# Your goal:
In the entries below, some lines hold the string "Sbardella"; please say how many, giving the number and nothing else.

# Source material:
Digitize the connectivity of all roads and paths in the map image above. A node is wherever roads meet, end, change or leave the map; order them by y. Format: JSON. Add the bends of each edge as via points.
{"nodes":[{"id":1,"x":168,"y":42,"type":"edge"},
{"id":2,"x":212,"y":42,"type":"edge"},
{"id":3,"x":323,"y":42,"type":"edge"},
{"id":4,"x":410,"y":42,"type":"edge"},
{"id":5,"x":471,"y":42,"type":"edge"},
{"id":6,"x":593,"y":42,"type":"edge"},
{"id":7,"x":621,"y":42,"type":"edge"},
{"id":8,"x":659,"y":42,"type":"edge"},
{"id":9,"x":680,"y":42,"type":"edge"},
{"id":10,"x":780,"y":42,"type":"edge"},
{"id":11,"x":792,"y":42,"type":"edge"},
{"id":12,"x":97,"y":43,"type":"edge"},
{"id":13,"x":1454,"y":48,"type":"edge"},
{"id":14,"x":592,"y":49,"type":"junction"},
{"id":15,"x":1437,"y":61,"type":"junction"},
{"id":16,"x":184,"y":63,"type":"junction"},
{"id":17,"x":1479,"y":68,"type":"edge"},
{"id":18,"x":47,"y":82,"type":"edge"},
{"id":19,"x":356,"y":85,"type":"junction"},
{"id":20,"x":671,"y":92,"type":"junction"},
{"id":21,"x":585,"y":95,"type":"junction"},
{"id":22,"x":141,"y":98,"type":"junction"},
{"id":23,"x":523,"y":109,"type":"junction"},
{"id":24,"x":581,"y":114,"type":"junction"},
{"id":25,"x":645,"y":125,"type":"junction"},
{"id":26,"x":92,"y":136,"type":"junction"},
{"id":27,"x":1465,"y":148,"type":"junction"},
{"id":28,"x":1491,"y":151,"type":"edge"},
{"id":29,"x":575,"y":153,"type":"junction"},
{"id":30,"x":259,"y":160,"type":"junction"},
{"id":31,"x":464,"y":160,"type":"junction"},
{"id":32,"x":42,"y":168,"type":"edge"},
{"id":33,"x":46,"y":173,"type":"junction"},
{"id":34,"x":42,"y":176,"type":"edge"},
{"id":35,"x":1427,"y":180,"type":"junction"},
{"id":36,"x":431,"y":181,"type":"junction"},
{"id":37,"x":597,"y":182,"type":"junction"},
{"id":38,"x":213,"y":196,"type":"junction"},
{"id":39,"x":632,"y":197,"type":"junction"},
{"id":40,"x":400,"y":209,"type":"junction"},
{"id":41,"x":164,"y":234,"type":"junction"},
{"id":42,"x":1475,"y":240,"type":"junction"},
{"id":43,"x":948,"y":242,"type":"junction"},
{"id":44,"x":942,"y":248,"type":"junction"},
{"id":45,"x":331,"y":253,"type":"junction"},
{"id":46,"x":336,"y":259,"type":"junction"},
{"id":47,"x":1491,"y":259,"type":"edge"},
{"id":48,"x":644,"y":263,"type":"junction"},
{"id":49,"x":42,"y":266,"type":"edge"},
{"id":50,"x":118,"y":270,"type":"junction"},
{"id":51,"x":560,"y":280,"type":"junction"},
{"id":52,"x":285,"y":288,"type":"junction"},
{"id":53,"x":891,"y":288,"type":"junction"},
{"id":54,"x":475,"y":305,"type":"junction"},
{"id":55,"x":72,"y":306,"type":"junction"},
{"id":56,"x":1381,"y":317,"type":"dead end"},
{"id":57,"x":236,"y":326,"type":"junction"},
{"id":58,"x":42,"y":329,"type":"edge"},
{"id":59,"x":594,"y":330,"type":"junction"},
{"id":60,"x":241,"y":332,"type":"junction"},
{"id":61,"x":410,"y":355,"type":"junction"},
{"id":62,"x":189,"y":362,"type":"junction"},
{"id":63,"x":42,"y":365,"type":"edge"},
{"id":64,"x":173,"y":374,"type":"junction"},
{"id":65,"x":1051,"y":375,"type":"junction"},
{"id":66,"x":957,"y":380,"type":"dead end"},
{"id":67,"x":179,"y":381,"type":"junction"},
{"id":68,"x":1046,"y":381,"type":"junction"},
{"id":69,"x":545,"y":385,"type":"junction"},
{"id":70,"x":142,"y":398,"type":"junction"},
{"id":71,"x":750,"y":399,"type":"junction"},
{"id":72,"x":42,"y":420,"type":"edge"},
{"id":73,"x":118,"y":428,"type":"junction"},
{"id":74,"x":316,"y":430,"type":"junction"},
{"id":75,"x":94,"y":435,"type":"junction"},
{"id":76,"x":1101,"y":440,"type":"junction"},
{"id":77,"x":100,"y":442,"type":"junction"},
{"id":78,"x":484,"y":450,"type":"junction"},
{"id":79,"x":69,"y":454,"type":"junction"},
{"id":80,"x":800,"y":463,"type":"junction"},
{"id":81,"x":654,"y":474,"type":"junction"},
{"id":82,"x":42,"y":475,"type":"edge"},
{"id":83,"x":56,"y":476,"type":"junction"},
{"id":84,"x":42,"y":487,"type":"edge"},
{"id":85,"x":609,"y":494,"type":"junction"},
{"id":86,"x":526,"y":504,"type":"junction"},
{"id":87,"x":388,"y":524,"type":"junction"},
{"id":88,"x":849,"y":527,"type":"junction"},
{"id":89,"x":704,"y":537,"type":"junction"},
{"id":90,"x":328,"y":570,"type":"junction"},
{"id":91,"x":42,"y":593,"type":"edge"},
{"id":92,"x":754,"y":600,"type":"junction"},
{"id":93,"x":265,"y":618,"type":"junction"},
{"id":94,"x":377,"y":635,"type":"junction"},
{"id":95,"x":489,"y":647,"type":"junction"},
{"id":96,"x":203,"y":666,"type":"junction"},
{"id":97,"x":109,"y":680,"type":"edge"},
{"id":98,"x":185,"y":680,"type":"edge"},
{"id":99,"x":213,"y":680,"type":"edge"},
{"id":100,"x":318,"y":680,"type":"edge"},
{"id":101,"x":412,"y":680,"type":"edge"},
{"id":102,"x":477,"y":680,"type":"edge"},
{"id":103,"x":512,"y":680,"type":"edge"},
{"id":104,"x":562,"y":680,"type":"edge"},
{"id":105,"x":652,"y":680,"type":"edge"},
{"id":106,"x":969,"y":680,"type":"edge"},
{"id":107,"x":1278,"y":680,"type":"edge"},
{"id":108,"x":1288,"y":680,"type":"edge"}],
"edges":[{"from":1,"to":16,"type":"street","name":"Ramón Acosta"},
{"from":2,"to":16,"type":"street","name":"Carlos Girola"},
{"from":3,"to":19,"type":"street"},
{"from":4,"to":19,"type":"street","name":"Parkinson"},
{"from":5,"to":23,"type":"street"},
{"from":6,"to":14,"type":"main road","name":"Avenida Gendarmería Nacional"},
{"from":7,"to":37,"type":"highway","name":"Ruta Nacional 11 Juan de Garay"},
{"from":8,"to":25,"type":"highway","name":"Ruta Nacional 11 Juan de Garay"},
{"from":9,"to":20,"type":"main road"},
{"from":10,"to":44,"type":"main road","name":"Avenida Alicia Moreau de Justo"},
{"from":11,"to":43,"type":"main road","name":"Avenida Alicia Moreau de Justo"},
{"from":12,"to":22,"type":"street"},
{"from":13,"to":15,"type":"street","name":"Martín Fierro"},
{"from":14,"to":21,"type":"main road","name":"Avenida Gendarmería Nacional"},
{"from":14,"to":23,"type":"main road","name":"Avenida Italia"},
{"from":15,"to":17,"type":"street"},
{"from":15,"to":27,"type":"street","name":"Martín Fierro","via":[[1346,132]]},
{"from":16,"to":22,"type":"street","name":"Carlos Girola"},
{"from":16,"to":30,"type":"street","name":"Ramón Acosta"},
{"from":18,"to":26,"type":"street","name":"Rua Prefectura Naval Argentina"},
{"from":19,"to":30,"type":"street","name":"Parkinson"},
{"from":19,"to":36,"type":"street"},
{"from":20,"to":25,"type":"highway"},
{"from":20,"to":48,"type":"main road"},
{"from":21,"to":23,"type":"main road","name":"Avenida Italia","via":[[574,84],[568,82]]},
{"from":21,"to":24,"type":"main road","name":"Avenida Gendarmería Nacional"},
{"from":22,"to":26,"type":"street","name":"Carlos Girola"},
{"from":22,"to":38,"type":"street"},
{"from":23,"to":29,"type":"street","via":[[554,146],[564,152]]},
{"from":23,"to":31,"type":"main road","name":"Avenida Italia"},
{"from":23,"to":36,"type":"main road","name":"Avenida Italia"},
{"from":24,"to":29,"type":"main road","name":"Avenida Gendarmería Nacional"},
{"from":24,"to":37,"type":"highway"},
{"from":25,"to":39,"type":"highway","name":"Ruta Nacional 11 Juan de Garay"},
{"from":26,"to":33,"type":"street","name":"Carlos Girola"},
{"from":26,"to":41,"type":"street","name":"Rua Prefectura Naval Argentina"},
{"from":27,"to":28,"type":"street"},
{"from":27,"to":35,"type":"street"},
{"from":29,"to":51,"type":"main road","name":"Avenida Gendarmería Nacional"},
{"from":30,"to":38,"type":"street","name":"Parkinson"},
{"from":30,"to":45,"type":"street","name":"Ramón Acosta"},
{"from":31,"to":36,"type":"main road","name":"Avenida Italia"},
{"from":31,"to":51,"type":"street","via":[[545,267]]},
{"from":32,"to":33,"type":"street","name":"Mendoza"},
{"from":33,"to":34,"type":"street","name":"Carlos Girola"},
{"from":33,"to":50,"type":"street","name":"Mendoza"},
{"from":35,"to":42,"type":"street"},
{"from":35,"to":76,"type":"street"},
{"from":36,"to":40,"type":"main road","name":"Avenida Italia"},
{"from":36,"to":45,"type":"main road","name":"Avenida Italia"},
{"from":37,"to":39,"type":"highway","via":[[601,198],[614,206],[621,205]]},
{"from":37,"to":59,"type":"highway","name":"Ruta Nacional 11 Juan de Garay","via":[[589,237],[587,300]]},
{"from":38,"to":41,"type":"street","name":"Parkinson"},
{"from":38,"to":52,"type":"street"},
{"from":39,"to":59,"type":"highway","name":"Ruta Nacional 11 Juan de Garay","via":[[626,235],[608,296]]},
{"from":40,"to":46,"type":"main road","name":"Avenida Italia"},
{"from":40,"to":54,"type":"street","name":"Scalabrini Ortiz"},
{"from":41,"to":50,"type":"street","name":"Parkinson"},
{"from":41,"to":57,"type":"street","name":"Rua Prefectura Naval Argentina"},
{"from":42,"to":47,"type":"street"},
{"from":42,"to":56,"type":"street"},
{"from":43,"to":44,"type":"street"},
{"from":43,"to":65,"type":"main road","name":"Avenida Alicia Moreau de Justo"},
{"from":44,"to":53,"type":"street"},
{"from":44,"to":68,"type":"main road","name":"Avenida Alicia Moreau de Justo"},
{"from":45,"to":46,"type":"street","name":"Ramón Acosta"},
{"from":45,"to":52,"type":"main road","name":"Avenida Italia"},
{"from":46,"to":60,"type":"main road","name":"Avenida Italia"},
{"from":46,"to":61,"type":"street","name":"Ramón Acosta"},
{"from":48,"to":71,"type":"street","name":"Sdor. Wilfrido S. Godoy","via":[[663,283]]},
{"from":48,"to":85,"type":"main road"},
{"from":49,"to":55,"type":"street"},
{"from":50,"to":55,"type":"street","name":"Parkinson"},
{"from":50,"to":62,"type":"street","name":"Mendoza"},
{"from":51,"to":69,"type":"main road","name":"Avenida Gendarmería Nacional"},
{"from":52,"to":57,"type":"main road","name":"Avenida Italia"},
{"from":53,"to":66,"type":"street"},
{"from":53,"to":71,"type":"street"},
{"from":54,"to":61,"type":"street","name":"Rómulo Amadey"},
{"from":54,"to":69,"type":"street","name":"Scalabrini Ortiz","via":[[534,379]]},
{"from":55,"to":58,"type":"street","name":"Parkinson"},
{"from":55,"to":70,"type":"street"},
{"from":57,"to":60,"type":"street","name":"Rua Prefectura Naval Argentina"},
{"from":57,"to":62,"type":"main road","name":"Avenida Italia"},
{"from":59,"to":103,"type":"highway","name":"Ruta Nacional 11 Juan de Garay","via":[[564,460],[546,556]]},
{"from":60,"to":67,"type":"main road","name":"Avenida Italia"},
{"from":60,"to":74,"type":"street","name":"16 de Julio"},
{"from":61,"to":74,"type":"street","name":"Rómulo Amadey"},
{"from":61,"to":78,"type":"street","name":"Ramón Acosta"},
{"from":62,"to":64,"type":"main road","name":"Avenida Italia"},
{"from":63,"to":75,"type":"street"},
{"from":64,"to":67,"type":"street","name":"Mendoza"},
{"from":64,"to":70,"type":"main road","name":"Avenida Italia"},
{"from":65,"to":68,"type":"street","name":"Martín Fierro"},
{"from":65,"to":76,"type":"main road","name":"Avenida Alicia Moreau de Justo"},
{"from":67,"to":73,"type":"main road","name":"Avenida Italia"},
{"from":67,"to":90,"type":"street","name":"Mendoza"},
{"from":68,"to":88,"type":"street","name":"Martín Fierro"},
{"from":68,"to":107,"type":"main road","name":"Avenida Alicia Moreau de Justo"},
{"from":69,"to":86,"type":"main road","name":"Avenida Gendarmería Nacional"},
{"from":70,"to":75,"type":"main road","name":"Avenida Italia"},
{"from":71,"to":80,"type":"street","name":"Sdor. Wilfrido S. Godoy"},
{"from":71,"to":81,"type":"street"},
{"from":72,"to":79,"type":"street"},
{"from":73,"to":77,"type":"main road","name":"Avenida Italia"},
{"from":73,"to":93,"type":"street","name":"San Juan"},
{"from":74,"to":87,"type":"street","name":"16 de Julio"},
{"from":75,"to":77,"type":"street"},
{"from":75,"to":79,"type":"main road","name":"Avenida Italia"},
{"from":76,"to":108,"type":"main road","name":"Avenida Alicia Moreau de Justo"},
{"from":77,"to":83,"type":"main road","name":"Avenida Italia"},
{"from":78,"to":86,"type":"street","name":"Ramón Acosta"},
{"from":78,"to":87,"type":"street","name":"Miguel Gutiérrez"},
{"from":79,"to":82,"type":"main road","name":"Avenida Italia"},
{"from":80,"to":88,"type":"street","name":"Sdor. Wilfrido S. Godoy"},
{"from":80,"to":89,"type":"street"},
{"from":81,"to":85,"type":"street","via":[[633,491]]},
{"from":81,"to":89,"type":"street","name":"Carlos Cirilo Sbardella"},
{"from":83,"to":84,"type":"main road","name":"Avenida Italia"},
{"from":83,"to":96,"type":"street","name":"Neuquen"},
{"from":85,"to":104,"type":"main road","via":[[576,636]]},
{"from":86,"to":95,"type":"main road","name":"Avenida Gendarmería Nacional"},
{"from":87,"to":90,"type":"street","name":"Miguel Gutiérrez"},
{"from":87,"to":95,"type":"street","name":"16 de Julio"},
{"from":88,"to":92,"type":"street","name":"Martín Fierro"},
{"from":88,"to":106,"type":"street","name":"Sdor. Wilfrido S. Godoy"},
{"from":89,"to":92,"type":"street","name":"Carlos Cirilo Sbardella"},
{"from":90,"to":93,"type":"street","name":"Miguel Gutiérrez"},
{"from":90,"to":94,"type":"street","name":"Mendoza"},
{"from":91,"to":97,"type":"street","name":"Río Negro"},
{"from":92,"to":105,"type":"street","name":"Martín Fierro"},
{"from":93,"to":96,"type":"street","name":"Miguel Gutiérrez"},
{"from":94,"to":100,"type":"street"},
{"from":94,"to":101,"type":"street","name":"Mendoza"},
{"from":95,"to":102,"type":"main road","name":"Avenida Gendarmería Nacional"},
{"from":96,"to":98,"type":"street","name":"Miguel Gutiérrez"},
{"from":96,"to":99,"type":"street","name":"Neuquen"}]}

# Answer section:
2